- What to produce: Omit the images, then print each record below exactly as it reads.

Data extracted from a collection
◇ ◇ ◇

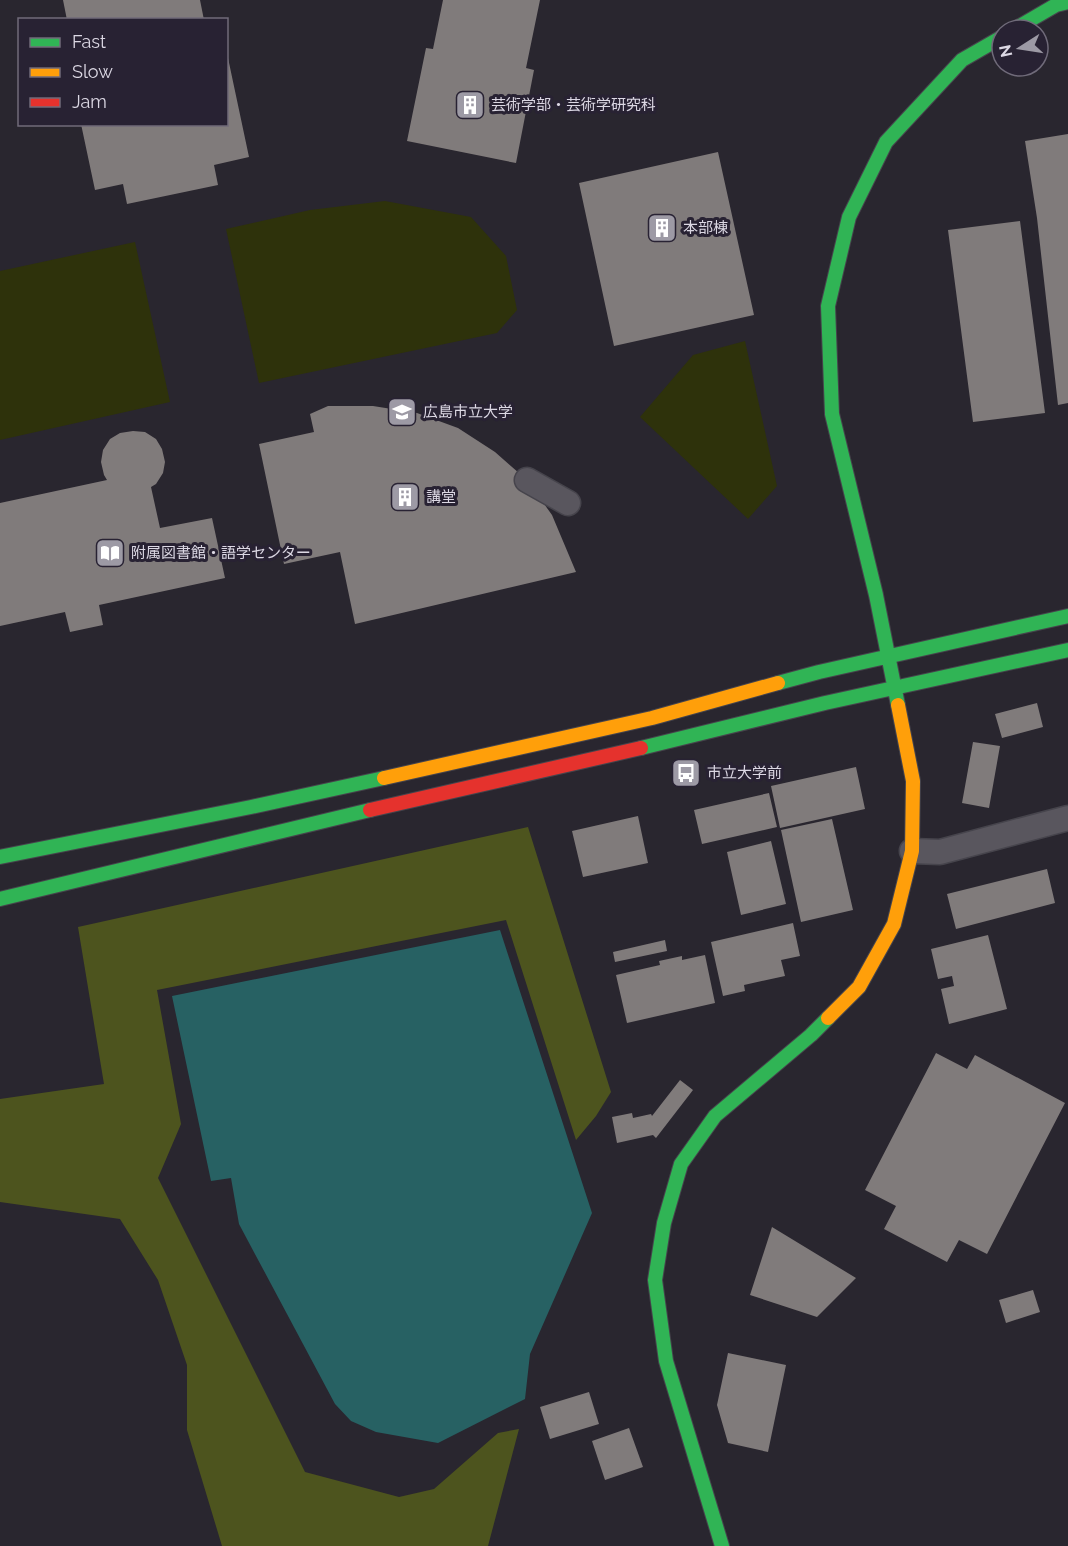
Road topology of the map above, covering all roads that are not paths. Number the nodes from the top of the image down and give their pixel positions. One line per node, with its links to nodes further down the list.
1 (1068, 2): 2 (street)
2 (1034, 18)
3 (990, 44): 8 (street)
4 (527, 480): 5 (street)
5 (568, 503)
6 (1068, 616): 8 (street)
7 (1068, 651): 9 (street)
8 (887, 658): 9 (street); 12 (street)
9 (894, 689): 11 (street); 13 (street)
10 (1068, 818): 11 (street)
11 (912, 852): 14 (street)
12 (0, 857)
13 (0, 899)
14 (722, 1546)

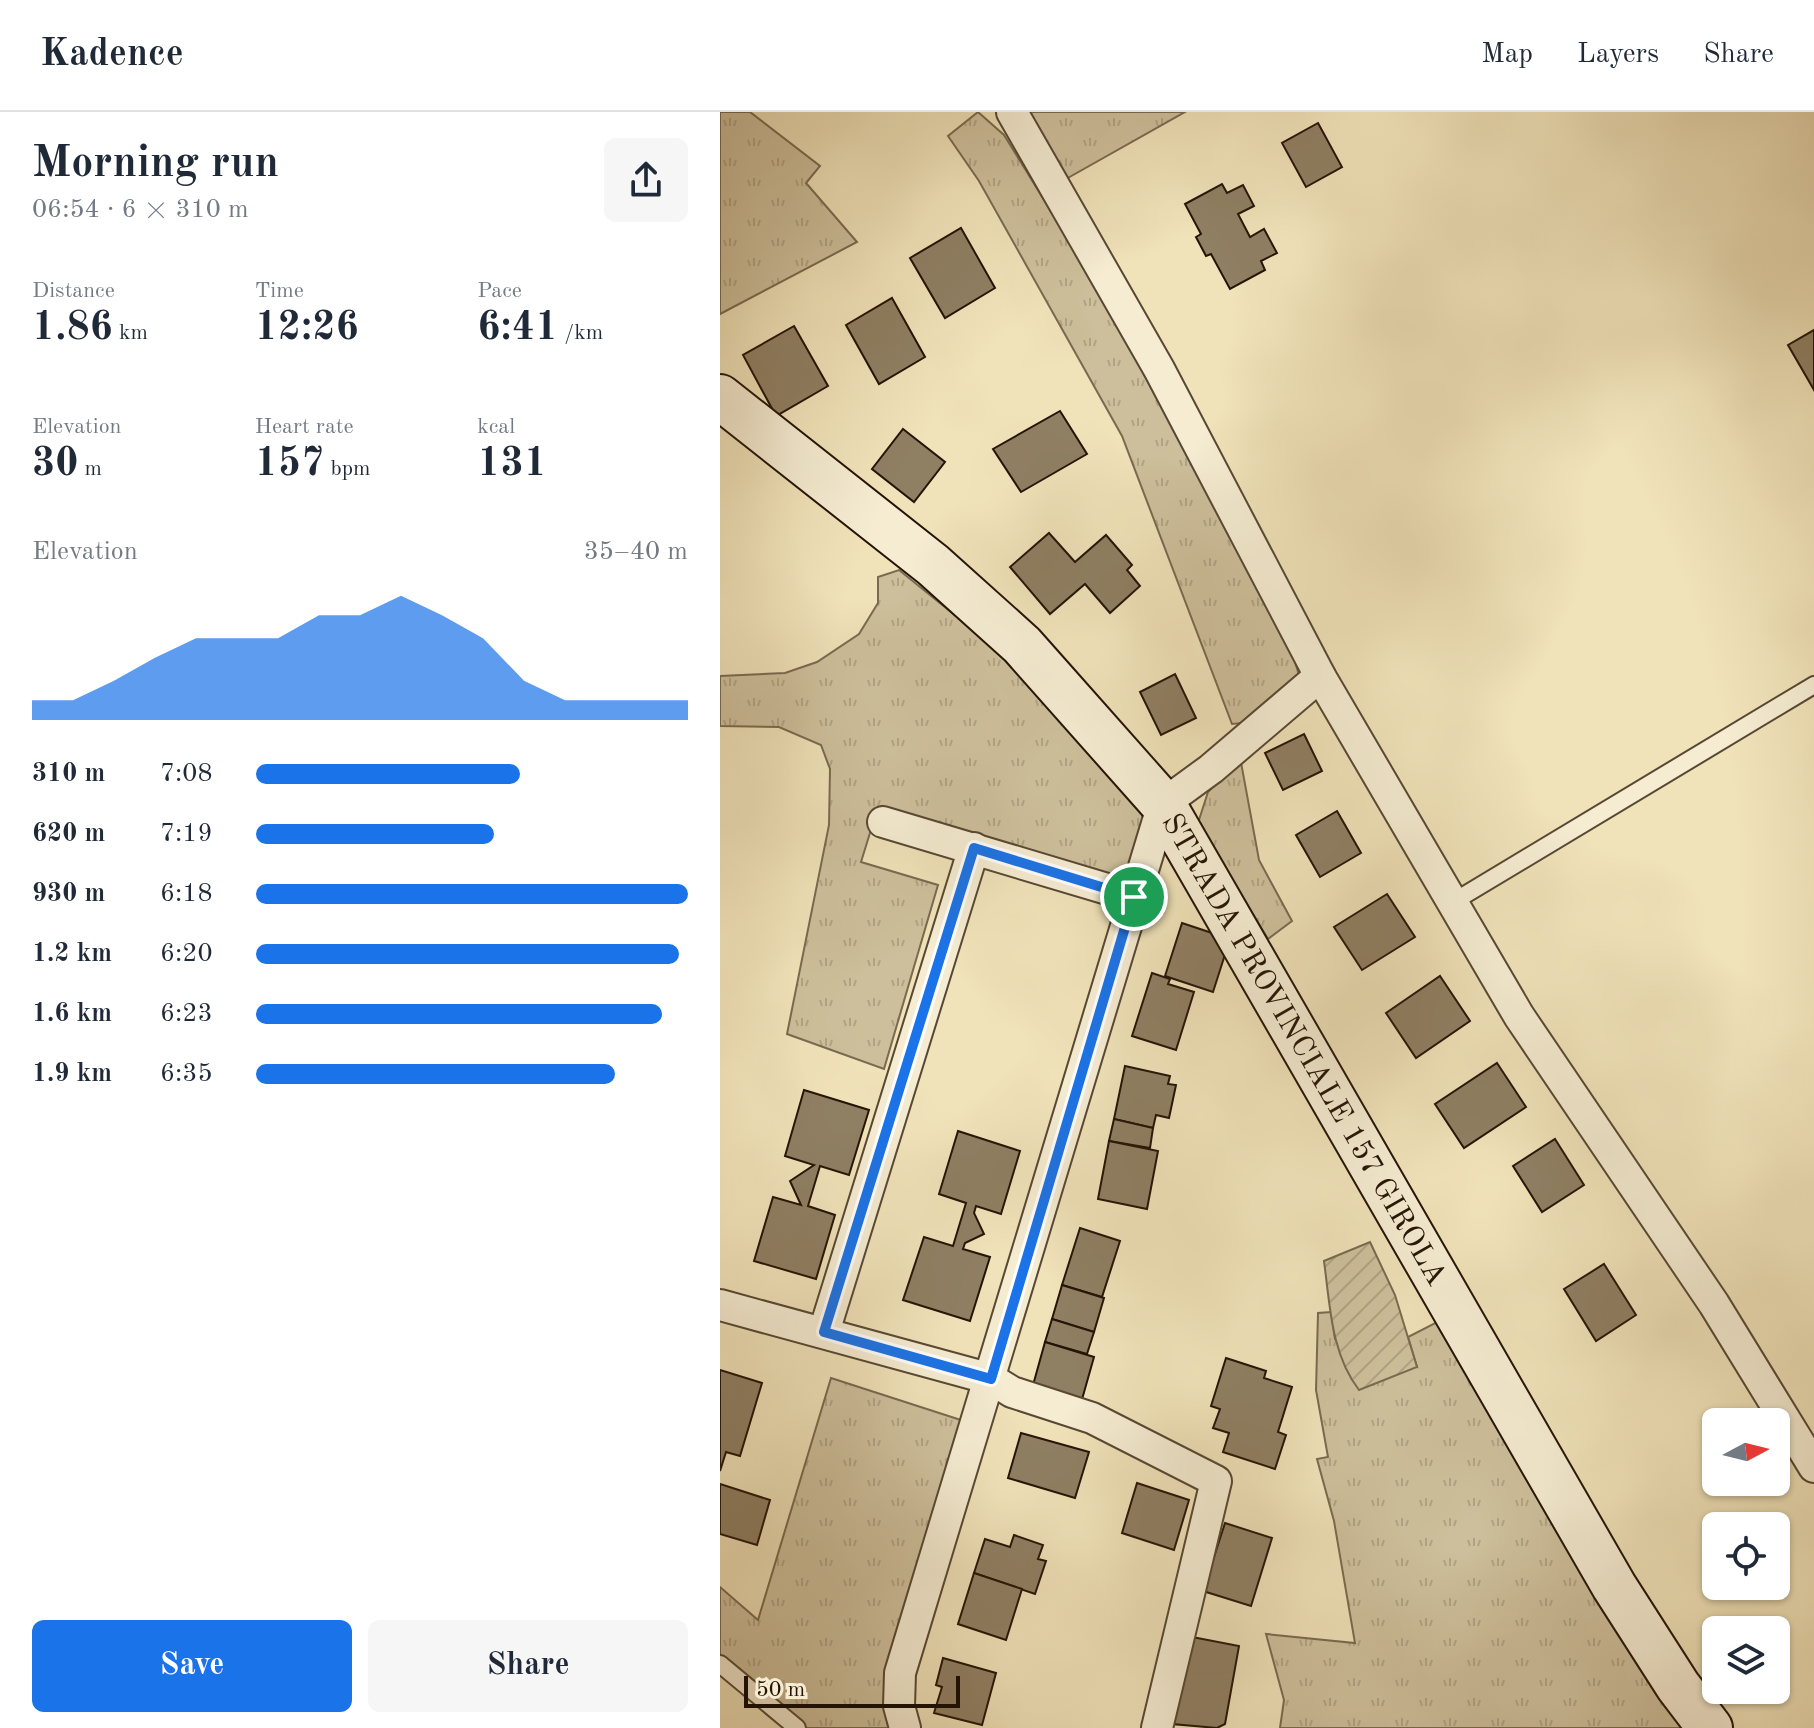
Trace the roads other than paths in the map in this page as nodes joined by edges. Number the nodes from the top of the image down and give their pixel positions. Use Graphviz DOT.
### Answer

◇ ◇ ◇

- Answer to this problem:
Road topology of the map above, covering all roads that are not paths. Number the nodes from the top of the image down and give their pixel positions. One line per node, with its links to nodes further down the list.
1 (1068, 2): 2 (street)
2 (1034, 18)
3 (990, 44): 8 (street)
4 (527, 480): 5 (street)
5 (568, 503)
6 (1068, 616): 8 (street)
7 (1068, 651): 9 (street)
8 (887, 658): 9 (street); 12 (street)
9 (894, 689): 11 (street); 13 (street)
10 (1068, 818): 11 (street)
11 (912, 852): 14 (street)
12 (0, 857)
13 (0, 899)
14 (722, 1546)

Trace the roads other than paths in the map in this page as nodes joined by edges. Number the nodes from the top of the image down and give their pixel positions. Use Graphviz DOT.
### Answer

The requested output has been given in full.